Steely Dan’s Donald Fagen Talks Producing Peter More Solo LP
One might assume someone with the studio studiousness of Donald Fagen – a man who infamously brought in seven session guitarists to attempt the solo on Steely Dan‘s “Peg” – would be approached to produce other people’s albums every other week. “Not so much,” the singer-keyboardist tells Rolling Stone. “And the manufacture – because that’s what it is – of much contemporary music is a pretty boring job.”

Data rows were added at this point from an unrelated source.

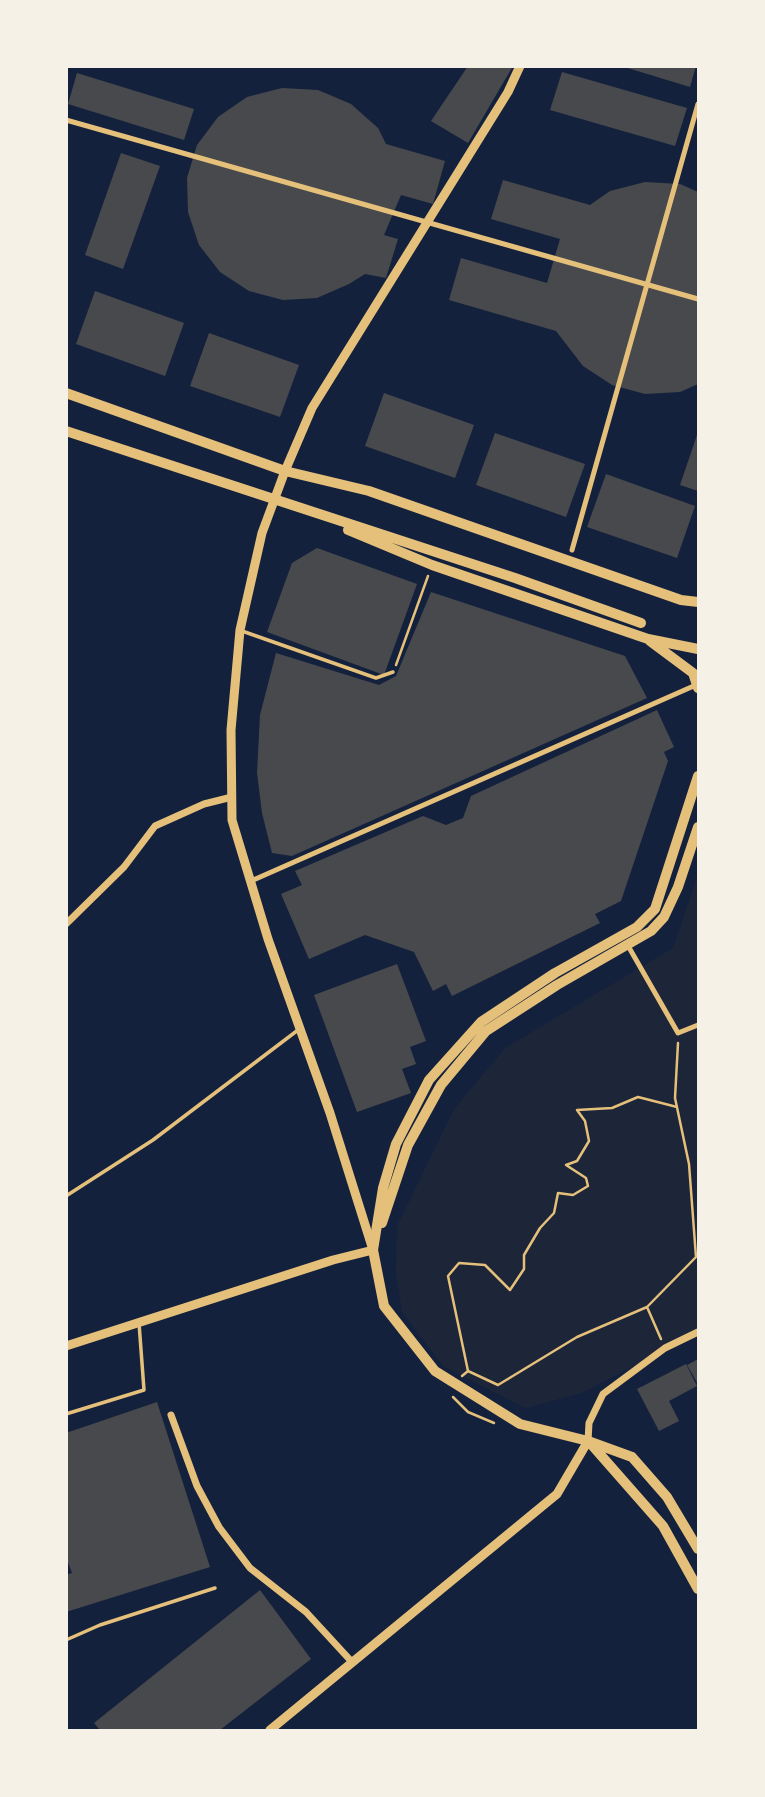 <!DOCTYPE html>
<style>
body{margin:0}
#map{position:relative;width:765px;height:1797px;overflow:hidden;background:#14213d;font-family:Karla,sans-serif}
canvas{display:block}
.frame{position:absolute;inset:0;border:68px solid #f6f1e7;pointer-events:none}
</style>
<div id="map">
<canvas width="765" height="1797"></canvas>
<div class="frame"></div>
</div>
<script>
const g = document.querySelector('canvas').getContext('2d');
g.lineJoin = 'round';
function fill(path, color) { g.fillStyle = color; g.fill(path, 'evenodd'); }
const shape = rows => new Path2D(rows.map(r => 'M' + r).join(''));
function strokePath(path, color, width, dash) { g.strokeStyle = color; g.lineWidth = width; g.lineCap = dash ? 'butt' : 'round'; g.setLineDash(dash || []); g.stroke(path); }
fill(shape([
 [698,874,698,1332,582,1393,525,1408,443,1366,402,1312,396,1272,397,1226,454,1109,505,1048,673,948]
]), '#1d2539');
fill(shape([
 [468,66,513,66,468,143,431,121],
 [621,66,696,66,690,87],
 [562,72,687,108,675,146,550,110],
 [77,73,194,109,184,140,68,104],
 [282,88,318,90,351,104,378,128,386,144,445,161,433,204,401,195,384,235,398,239,386,278,365,274,349,284,317,298,283,300,249,291,220,272,199,245,188,212,187,178,197,145,218,117,247,97],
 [121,153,160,166,123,269,85,255],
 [503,180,590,205,610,191,645,182,680,184,698,192,698,384,680,392,645,394,612,385,583,366,556,331,449,300,461,258,547,283,560,239,491,219],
 [95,291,184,323,165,376,76,344],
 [209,333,299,365,280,417,190,386],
 [384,393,474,425,455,478,365,446],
 [698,432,698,491,680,485],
 [495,433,585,464,566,517,476,485],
 [606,474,695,506,677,558,587,527],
 [317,548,417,584,384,675,267,632,292,563],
 [431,592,625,656,647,698,292,856,272,853,262,813,257,773,260,715,276,653,379,685,396,676],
 [657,710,674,747,664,752,668,761,621,901,595,914,600,923,452,996,446,984,433,991,414,952,365,935,309,959,281,894,302,885,295,871,423,816,446,825,463,818,471,796],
 [397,964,426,1041,410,1047,416,1064,402,1069,411,1093,357,1112,314,995],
 [698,1359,698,1384,687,1365],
 [686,1364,697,1386,669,1401,679,1421,659,1431,637,1389],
 [157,1402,210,1567,66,1612,66,1575,72,1573,66,1557,66,1433],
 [260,1590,311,1659,220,1730,100,1730,94,1723]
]), '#48494c');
strokePath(shape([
 [396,665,428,576],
 [678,1043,675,1098,689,1164,696,1257,698,1256],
 [647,1307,661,1339],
 [468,1371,448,1276,459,1263,485,1265,510,1290,524,1269,524,1255,540,1228,554,1213,558,1193,573,1195,588,1186,586,1178,566,1165,577,1161,589,1141,585,1121,577,1110,612,1108,638,1097,677,1107],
 [462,1376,468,1371,498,1385,577,1337,647,1307,696,1257],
 [453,1397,468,1412,494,1423]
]), '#e5c07b', 2.5);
strokePath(shape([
 [242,631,376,678,393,672],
 [66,1196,153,1140,298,1030],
 [66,1414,144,1390,139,1323],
 [66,1640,100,1625,215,1588]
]), '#e5c07b', 3.5);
strokePath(shape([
 [66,120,698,299],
 [572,550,698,104],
 [251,881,696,685],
 [627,944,678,1033,698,1025]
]), '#e5c07b', 5);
strokePath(shape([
 [66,924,124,867,155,826,204,804,232,797],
 [171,1415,197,1486,219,1527,250,1568,306,1612,352,1662],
 [588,1441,589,1423,603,1394,665,1348,698,1332]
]), '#e5c07b', 7);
strokePath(shape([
 [66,1346,333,1260,373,1250,330,1113,268,939,232,820,231,730,240,630,262,533,285,471,312,408,508,92,520,66],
 [270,1730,557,1494,588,1441]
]), '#e5c07b', 9);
strokePath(shape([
 [698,776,655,909,637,927,555,973,481,1022,429,1080,396,1144,383,1188,373,1250,384,1306,435,1371,520,1424,588,1441,632,1457,667,1497,698,1549],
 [382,1223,408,1145,441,1085,486,1031,557,985,651,931,664,917,678,887,698,827],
 [591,1444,663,1526,698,1589]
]), '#e5c07b', 10);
strokePath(shape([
 [66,393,285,471,369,491,681,600,698,602],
 [66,431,515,578,641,623],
 [348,530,432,565,648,639,698,649],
 [650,641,693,673,698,688]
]), '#e5c07b', 10);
</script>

Naturally, Fagen only bothers with an outside collaboration if the chemistry is instantaneous. Enter Austin singer-songwriter Peter More, a previous member of Brooklyn folk-rock act Oh Whitney whom Fagen met (and later jammed with at a hotel restaurant) while vacationing in San Miguel de Allende, Mexico with his wife, musician Libby Titus. After playing together a few times, an intrigued Fagen offered to produce More’s debut solo LP, Beautiful Disrepair, set for release on June 29th.
“The guys in the band, aside from being fine players, each had a great sense of fun and a strong musical personality,” he says. “Pete is mostly Texas with a Mexican twist; Jose and Diego come from Latin backgrounds; and drummer Adrien’s parents are global expats. Although the Texican thing wasn’t in the foreground of my experience, the music had a smart, savvy edge, and I got hooked. It’s an American dish, but it’s served with hot sauce.”
More admits he “wasn’t exposed to a lot of Steely Dan growing up” and “didn’t have any expectation” when they met. “We were invited to jam with him at a New Year’s Eve show and played a few songs together,” he says. “We talked a bit after the show and I never felt starstruck – he was just a really smart and funny guy that happened to be ripping on the melodica that night.”
The crew later returned to San Miguel and began work at guitarist Ken Basman’s home studio. Recording in bursts over the next two years between Fagen’s touring commitments with Steely Dan and supergroup the Dukes of September, they racked up sessions in Woodstock, New York and More’s hometown of Fort Worth, Texas before mixing in Manhattan.
Utilizing Fagen’s expertise with vocal harmony and clever arrangements, More fashioned material that veers from folk balladry (“Caddis Moon”) to country (“Country Love Song”) to sauntering soul-rock (“lead single “In the Basement,” which mutates halfway through into a wild guitar solo). “Most of the groove and time signature changes came about spontaneously,” More says of the latter experiment. “We had been playing long sets at a residency down in Brazil so we got used to trying out new rhythms and interpretations of songs. I think that’s how it came about on ‘Basement’ when we got in the studio, trying a couple rhythmic ideas behind the guitar solo.”
Beautiful Disrepair marks Fagen’s first major production credit since helming late Steely Dan bandmate Walter Becker’s 1994 solo LP, 11 Tracks of Whack – and the circumstances behind those sessions were quite different.
“It was similar to making a Steely Dan record, except that I had to be more of a supporting player, as Walter was when he helped me produce [Fagen’s 1993 solo album, Kamakiriad]. “It took a while to get used to Walter’s studio, which was all the hell up on the side of a volcano in Maui. He’d gone all da kine, big time.”
The “supporting player” helped shepherd More’s musical ideas in the studio, impressing the songwriter and the band with his uncanny ear for pitch. He became, More says, their “cool uncle” – a description to which Fagen doesn’t object.
“I guess, to them, I am a pretty cool uncle,” he says. “In the studio, I feel like one of the kids, but I’ve gotten used to the idea that my inner life is somewhat of an enigma to the youngsters. I grew up in a very specific time and subculture, during the American Fifties and Sixties. It was a fast-moving, exotic, stylized adventure. There was all sorts of spooky, scary nonsense and, every so often, explosive truth. At least, that’s how it seemed at the time.”